Bei IKEA hingegen konnte ich stattdessen mein Verantwortungsgefühl für unseren Planeten und dessen endliche Ressourcen auf die Probe stellen. Vorausgesetzt, mein Wasserspender wäre in der 10jährigen Garantiezeit leck gegangen und der Kassenbon wäre noch vorhanden (wo war der doch gleich?), könnte ich nun mit ausgeblendetem ökologischen Gewissen ein neues, unreparables, chromblitzendes Etwas, das so aussieht wie ein Wasserhahn, in Empfang nehmen. Oder diesen Wahnsinn beenden, den Restglauben an dieses Steuer vermeidende, garantiert nicht nachhaltige, ja umweltfeindliche Unternehmen verlieren und einen für die kleine Ewigkeit gebauten Wasserhahn beim Fachhändler besorgen. Billig kann ich mir nicht mehr leisten.
100 Euro für Ihren Atomausstieg. Ist Ihnen dieser Satz in letzter Zeit begegnet? Die Berliner GASAG buhlt mit dieser Prämie um die Gunst der Stromkunden. Der Atomausstieg ist Konsens in diesem Land. Nun soll damit Kasse gemacht werden. Meint die GASAG wirklich, sie könne einerseits die Intelligenz derjenigen beleidigen, die sie für sich gewinnen will, andererseits darauf hoffen, das der Kunde zu träge sei, sich über die GASAG und ihre Anteilseigner zu informieren?
Was fällt uns denn dazu ein, wenn wir wissen dass 36,85 % der GASAG Anteile von der E.ON Beteiligungsgesellschaft GmbH gehalten werden, weitere 31,575 % der Anteile bei der Vattenfall GmbH liegen und 31,575 % der Anteile der französichen GDF Suez Beteiligungsgesellschaft GmbH gehören, die über Stromlieferverträge mit E.ON mindestens Atomstrom aus dem Kernkraftwerk Grundremmingen bezieht?
Sicher hat die GASAG im Gasgeschäft einen guten Namen durch ihre Verlässlichkeit. Will sie das Vertrauen der Kunden nun aufs Spiel setzen, indem ihre Anteilseigner mit dem Thema Atomausstieg hausieren gehen? Gerade der Atomausstieg in Deutschland wurde ja nicht durch die hier aufgeführten Konzerne eingeleitet, sondern wurde durch mehrere tragische Atomunfälle weltweit forciert. Die zunehmende Angst vor dieser unzuverlässigen Technologie und die Sensibilisierung der Bevölkerung hierfür war es, die in diesem Land den Atomausstieg eingefordert und durchgesetzt hat.

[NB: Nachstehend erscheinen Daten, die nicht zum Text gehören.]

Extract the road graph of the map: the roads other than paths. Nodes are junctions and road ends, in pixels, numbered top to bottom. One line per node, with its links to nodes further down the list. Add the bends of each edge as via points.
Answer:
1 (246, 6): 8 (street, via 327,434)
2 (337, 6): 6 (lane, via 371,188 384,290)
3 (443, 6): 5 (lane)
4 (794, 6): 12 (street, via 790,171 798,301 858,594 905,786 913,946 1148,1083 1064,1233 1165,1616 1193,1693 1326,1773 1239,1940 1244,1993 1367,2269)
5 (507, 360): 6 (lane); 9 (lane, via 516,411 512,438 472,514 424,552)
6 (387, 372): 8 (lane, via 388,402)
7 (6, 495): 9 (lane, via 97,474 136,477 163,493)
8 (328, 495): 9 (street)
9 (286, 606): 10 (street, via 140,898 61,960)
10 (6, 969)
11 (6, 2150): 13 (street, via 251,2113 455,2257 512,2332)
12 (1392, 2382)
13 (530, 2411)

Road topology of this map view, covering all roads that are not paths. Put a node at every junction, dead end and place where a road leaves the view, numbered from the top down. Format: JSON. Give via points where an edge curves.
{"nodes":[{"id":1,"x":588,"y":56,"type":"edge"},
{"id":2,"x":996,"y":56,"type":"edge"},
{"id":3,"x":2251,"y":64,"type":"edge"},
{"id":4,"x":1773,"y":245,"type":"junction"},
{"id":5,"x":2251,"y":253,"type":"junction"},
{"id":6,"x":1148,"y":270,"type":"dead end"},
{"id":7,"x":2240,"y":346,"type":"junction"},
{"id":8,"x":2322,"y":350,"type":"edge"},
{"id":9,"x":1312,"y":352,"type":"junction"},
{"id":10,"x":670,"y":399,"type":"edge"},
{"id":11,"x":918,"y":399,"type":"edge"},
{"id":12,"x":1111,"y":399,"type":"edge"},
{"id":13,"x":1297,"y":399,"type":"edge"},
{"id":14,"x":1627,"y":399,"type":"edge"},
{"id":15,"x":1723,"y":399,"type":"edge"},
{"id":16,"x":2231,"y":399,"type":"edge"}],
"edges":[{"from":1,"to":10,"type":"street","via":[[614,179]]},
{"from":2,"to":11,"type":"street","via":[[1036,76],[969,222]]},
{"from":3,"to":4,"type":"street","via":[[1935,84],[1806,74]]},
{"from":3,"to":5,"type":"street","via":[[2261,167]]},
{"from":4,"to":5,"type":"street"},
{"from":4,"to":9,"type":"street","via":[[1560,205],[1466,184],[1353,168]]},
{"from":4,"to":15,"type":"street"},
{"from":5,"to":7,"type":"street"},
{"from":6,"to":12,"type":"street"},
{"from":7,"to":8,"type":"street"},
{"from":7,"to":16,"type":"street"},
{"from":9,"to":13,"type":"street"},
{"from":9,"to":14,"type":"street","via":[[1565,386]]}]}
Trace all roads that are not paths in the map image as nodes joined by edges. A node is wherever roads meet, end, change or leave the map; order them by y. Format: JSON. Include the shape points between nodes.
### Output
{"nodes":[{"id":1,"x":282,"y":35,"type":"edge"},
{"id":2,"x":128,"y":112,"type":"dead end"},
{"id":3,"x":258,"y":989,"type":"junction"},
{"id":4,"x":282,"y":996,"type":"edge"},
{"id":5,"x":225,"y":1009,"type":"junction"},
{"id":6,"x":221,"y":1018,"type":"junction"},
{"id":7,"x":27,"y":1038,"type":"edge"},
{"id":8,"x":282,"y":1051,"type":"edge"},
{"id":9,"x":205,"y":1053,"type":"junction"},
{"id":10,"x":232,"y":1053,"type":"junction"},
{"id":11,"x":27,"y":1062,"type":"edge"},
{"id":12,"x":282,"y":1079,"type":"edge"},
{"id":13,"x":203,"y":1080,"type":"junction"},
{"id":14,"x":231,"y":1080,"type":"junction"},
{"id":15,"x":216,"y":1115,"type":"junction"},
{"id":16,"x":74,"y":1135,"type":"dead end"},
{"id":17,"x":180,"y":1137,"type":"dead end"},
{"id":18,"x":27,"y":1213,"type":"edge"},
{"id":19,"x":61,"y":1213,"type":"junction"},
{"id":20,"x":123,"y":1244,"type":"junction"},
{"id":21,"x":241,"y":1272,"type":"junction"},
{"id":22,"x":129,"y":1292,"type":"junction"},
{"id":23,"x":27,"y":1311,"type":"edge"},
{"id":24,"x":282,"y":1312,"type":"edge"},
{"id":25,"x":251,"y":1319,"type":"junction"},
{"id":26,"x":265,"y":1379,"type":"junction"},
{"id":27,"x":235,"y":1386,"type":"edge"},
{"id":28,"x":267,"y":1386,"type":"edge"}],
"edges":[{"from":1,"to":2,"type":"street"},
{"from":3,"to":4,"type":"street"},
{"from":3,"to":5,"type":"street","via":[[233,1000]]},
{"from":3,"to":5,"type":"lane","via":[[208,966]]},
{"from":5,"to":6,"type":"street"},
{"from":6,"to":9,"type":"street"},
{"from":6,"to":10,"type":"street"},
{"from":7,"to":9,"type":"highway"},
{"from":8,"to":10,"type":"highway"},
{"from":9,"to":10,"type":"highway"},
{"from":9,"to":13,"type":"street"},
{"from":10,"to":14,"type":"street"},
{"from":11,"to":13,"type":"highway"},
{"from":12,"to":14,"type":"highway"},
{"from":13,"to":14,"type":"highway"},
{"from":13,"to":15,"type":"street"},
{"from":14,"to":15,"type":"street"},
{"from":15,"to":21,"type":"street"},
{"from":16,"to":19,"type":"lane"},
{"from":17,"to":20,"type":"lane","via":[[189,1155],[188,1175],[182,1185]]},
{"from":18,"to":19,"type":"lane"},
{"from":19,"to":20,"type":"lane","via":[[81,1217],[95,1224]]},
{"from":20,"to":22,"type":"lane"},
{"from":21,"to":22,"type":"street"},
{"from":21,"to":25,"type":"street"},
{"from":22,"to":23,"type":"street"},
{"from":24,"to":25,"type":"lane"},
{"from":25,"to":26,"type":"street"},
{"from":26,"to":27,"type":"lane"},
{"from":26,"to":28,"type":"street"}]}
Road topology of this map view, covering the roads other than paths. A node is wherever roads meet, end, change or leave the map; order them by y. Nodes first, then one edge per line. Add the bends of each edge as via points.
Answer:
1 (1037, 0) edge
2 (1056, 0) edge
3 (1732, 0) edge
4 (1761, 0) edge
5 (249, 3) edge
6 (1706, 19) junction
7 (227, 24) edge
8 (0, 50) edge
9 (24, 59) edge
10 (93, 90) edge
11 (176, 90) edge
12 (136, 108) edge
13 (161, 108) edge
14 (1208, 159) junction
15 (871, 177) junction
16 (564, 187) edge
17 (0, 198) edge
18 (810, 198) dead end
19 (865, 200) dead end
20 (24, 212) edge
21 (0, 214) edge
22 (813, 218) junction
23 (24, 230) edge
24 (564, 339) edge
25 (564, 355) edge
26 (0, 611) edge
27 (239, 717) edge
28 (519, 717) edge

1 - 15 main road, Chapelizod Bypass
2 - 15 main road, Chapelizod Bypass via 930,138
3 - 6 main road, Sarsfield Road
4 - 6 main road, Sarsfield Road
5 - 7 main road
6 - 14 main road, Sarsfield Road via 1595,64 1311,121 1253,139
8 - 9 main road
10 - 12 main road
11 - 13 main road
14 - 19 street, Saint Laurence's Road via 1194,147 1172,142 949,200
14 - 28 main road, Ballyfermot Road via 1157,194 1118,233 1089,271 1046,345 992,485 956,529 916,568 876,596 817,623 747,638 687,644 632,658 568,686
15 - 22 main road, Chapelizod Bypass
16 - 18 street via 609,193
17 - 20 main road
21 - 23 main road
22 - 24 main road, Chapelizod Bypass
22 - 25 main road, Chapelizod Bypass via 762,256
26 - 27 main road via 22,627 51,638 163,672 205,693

Die Atomkonzerne hingegen entziehen sich nun auch noch der langfristigen Verantwortung für die Endlagerung des Atommülls, indem sie in einem hoch umstrittenen Deal mit der Bundesregierung die Ewigkeitskosten auf den Bürger abwälzen. Gleichzeitig klagten sie gegen die Bundesregierung und damit gegen uns Bürger auf Schadenersatz in Milliardenhöhe, für eine Entschädigung der ihnen durch den Atomausstieg entgangenen Gewinne.
Geht’s noch?
Es gibt hervorragende, Atomstrom-freie Energieversorgungsunternehmen, die den Atomausstieg durch ihren unermüdlichen Einsatz mitbewirkt haben. Gerade kleine Energiegenossenschaften, wie z.B. die www.ews-schoenau.de haben, unsere Aufmerksamkeit wirklich verdient und sollten durch unser Vertrauen belohnt werden. E.ON, Vattenfall, RWE und EnbW verdienen unser Vertrauen jedenfalls nicht.